- - Wednesday, March 17, 2021

In life, a hard lesson is learning when to let things go, something supporters of the Equal Rights Amendment (ERA) have struggled with over the last 100 years.

The ERA makes huge promises to empower women while never persuading enough voters that it can deliver. Twice it has failed to get the 38 states needed to ratify it in time to meet congressional deadlines, and five states experienced buyers’ remorse and rescinded their support. If this were any other measure, it would be game over or back to square one.  

But here we are again. House Democrats introduced efforts this month to re-animate the ERA despite the lack of a legal pulse, following a federal judge’s recent ruling that two passed deadlines were too many. Yet, ERA supporters convinced Nevada, Illinois and Virginia to ratify decades late, asking for a participation trophy in the U.S. Constitution for playing the game of politics. Not so fast.  



When children playing a game want to change the rules because they are losing, we teach them that winning is not guaranteed. Consider the great sport of baseball, which emerged in the same timeframe as the ERA. Imagine the reaction if teams today sometimes sued to add a 10th inning, if losing at the end of the 9th. The rules provide a framework so that all can participate with an understanding of the stakes, timeframes and instructions. Changing rules to suit those losing creates more problems than it solves, and it ignores the accomplishments of those who prevailed. 

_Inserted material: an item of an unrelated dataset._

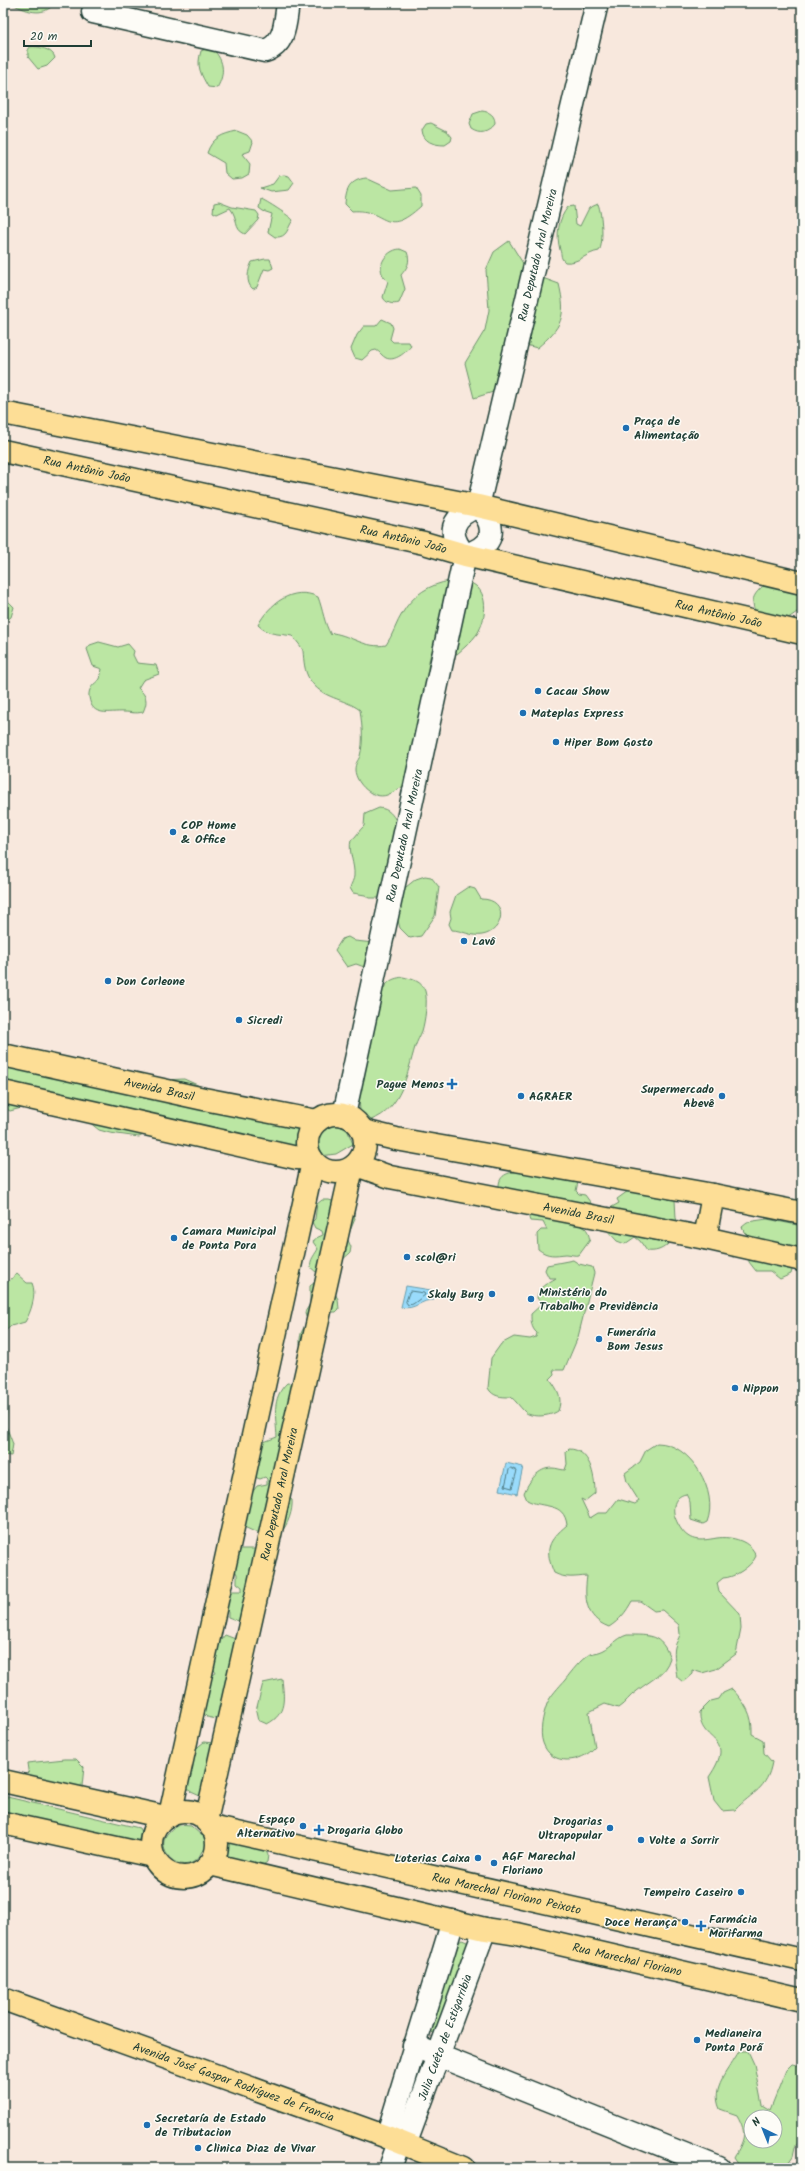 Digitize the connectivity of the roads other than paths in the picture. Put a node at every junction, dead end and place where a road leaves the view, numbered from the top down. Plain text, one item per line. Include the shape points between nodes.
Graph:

The late arrival of states ratifying the ERA long after the legal deadlines had passed troubled the late Justice Ruth Bader Ginsberg, who supported the ERA but said: “There is too much controversy about late comers … Plus, a number of states have withdrawn their ratifications. So if you count a latecomer on the plus side, how can you disregard states that said we’ve changed our minds?” 

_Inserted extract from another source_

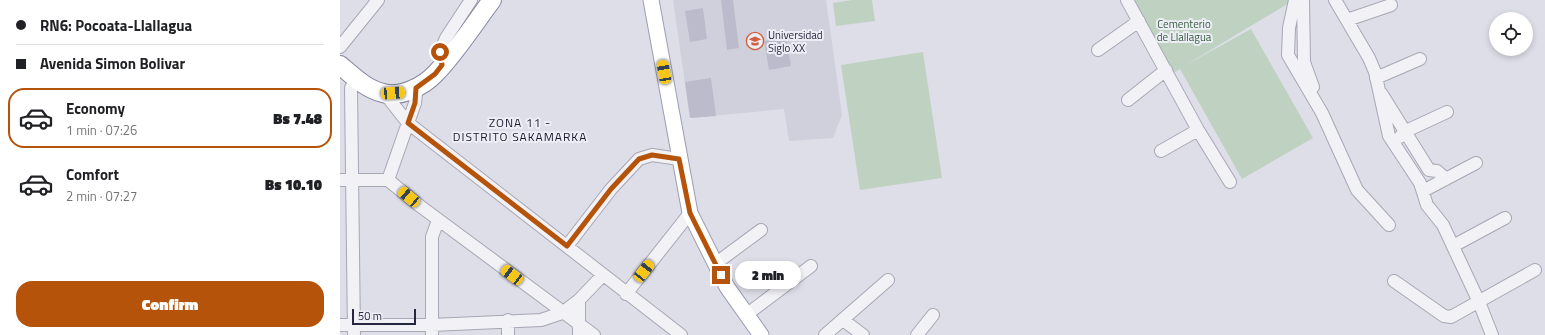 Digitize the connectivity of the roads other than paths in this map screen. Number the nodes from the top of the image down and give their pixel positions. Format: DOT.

The Centenarian ERA also risks an entire framework of laws developed specifically to protect women’s rights such as the Equal Pay Act of 1963; the Civil Rights Act of 1964; the Equal Employment Opportunity Act of 1972; the Federal Minimum Wage Act of 1974, and the Pregnancy Nondiscrimination Act of 1964. Currently, Students for Life of America’s Standing With You Initiative works to defend women’s Title IX rights at schools and universities to help those pregnant and parenting while in school.  

The ERA would put such efforts in question as it pledges to remove any differences in the law and reads: “Equality of rights under the law shall not be denied or abridged by the United States or by any state on account of sex.”

Concerned that the blunt instrument of an ERA in the Constitution might undo a lot of hard work, feminist icons like Eleanor Roosevelt and Dorothy Kenyon opposed it, and they were not alone.  

Importantly, legal protections for women already exist in the Constitution as illustrated in a case that Ginsberg herself argued and won, Reed v. Reed. The 14th Amendment says: “No State shall make or enforce any law which shall abridge the privileges or immunities of citizens of the United States … nor deny to any person within its jurisdiction the equal protection of the laws.”

But in today’s culture, the ERA raises troubling new issues. The ERA could be called the “Everything Related to Abortion” act, as a broad coalition of abortion advocates lobby on its behalf to create a true foothold for abortion in the Constitution. 

For example, in March 2019 the National Abortion and Reproductive Rights Action League (NARAL) said in an e-mail to supporters:

“In order to protect our reproductive freedom today it’s essential we pass the newly re-introduced bill to ratify the ERA. With its ratification, the ERA would reinforce the constitutional right to abortion by clarifying that the sexes have equal rights, which would require judges to strike down anti-abortion laws because they violate both the constitutional right to privacy and sexual equality.” Prioritizing abortion through all nine months and taxpayer funded is far outside the mainstream of American life.  

The ERA also raises questions about the legal definition of “sex.” When first discussed, sex meant male and female, but in light of the Equality Act, it’s clear that “sex” would be open to interpretation and litigation so that an amendment marketed as empowering women may do just the opposite as definitions of who benefits under the law collide in court, and women lose. 

Already, changing definitions of sex imperil women’s sports and are debated when discussing access to women’s domestic violence shelters, bathrooms and even prisons.

The feminist heroes of 100 years ago had a great idea for protecting women’s rights that doesn’t work today. ERA supporters took a shot and lost. That happens, but an amendment in the Constitution cannot be a consolation prize for a measure many have rejected.